Emery Komlos was sent to Australia in 1949 on behalf of the Refugee Economic Corporation, the JDC, and HIAS (Hebrew Immigrant Aid Society) to evaluate local needs in absorbing refugees. On his return trip to the United States he visited Israel, Italy and France to assess conditions in those countries. He died when his flight to New York crashed in the Azores.
Emery Komlos, born in 1917, was a lawyer by profession. After World War II, he served as the Assistant Secretary of the Refugee Assistance Fund in New York, where he was involved in evaluating applications and approving loans to survivors to help them re-establish themselves in Western Europe. These included survivors who wanted to open businesses, as well as individuals who wanted to set up small factories that would train and employ young survivors of the Holocaust.

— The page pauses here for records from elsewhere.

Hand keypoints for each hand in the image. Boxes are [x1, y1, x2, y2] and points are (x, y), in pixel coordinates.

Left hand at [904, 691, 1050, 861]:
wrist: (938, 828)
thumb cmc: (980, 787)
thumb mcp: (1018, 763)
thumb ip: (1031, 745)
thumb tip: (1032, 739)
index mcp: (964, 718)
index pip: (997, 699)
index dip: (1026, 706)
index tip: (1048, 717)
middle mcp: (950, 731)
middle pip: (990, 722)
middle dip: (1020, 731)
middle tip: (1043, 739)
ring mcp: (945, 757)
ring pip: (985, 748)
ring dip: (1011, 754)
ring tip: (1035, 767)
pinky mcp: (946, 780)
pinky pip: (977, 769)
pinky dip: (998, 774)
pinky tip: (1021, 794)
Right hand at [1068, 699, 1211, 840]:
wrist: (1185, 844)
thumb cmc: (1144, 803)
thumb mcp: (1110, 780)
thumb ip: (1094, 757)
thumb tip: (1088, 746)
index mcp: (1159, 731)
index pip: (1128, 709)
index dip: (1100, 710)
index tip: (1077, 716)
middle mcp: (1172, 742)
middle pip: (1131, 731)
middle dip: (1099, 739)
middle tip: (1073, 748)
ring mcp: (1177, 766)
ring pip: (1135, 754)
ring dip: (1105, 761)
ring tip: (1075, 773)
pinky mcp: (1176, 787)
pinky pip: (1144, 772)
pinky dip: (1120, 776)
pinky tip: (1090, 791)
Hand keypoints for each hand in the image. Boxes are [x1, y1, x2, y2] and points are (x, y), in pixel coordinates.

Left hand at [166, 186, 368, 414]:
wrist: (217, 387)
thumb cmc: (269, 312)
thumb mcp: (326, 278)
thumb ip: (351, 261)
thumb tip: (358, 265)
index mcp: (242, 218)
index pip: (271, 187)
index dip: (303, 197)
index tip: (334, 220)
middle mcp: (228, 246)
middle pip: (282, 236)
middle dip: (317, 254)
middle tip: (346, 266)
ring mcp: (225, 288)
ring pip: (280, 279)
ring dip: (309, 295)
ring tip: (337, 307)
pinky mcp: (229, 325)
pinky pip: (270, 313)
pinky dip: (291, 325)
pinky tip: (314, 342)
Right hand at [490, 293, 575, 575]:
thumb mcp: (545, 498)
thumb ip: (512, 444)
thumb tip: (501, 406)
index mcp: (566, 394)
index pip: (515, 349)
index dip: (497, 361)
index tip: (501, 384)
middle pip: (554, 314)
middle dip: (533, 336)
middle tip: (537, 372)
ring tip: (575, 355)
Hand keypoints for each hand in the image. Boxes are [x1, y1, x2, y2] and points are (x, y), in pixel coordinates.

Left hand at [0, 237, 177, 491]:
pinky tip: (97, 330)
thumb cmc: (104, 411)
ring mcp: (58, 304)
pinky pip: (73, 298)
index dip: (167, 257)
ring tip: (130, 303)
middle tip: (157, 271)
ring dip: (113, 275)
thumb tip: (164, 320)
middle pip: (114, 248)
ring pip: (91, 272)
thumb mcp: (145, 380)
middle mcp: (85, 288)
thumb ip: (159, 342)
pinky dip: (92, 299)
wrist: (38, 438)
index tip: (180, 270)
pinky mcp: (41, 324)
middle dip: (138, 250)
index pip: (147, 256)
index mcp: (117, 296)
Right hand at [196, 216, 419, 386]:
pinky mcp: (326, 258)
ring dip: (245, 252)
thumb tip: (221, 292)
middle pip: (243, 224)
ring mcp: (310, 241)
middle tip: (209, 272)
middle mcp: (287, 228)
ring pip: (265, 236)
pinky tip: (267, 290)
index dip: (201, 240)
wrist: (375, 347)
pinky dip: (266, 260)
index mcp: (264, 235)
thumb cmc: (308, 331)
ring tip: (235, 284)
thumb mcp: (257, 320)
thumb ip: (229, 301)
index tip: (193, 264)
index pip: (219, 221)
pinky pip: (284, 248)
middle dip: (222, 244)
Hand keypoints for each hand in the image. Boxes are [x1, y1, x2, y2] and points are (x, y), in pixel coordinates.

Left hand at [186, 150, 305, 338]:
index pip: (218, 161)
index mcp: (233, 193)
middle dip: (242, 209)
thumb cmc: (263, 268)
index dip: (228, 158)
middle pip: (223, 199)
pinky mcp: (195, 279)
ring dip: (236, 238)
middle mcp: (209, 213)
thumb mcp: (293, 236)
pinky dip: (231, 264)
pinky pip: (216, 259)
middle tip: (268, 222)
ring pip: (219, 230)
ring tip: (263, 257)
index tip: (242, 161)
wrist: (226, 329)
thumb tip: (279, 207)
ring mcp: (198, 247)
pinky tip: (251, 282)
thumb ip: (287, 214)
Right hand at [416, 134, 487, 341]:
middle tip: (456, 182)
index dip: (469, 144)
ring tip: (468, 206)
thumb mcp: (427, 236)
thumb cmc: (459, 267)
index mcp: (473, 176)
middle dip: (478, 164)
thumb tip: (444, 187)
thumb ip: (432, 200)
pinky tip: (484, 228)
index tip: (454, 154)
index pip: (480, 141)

In 1949, Komlos traveled to Australia on behalf of the Refugee Economic Corporation, the JDC, and HIAS (Hebrew Immigrant Aid Society) to evaluate local needs in absorbing refugees. In the course of his mission he visited every Australian state and met with the country’s Jewish leaders. On his return trip to the United States, he visited Israel, Italy and France to examine the situation of refugees in those countries. Komlos was killed on October 28, 1949, when his flight to New York crashed at San Miguel, in the Azores.
After Komlos’ untimely death, many tributes were received by the JDC. Local Australian leaders commented that, “He impressed everyone with his charm, capacity and sincerity.” The President of the Australian Jewish Welfare and Relief Society wrote to JDC Executive Vice-President, Moe Leavitt: “Mr. Komlos was one of the finest social workers I ever met. His natural and warm approach to our needs gave him a unique opportunity to grasp our problems thoroughly. By now his report or at least a portion of it has certainly reached you, and I hope that the endeavors of the late Mr. Komlos will not all be in vain…” Mr. S. Symonds, President N.S.W. (New South Wales) Board of Deputies, and of the Federation of Australian Jewish Welfare Societies, paid the following tribute: “This is indeed a great personal loss, because Mr. Komlos endeared himself by his charm and pleasant personality to all who met him during his stay in Australia. He impressed us with his keen insight into all our problems and we feel that Jewish migration to Australia has suffered a severe loss, because it was thought that after Mr. Komlos had thoroughly investigated Australian immigration possibilities, the report he might have made to his American principals would have given them a very clear picture of local Australian problems.”
Komlos was survived by his mother Bertha and a sister Edith.
Australian Jewish Herald, November 4, 1949.JDC Archives, AR 45/54, file 258.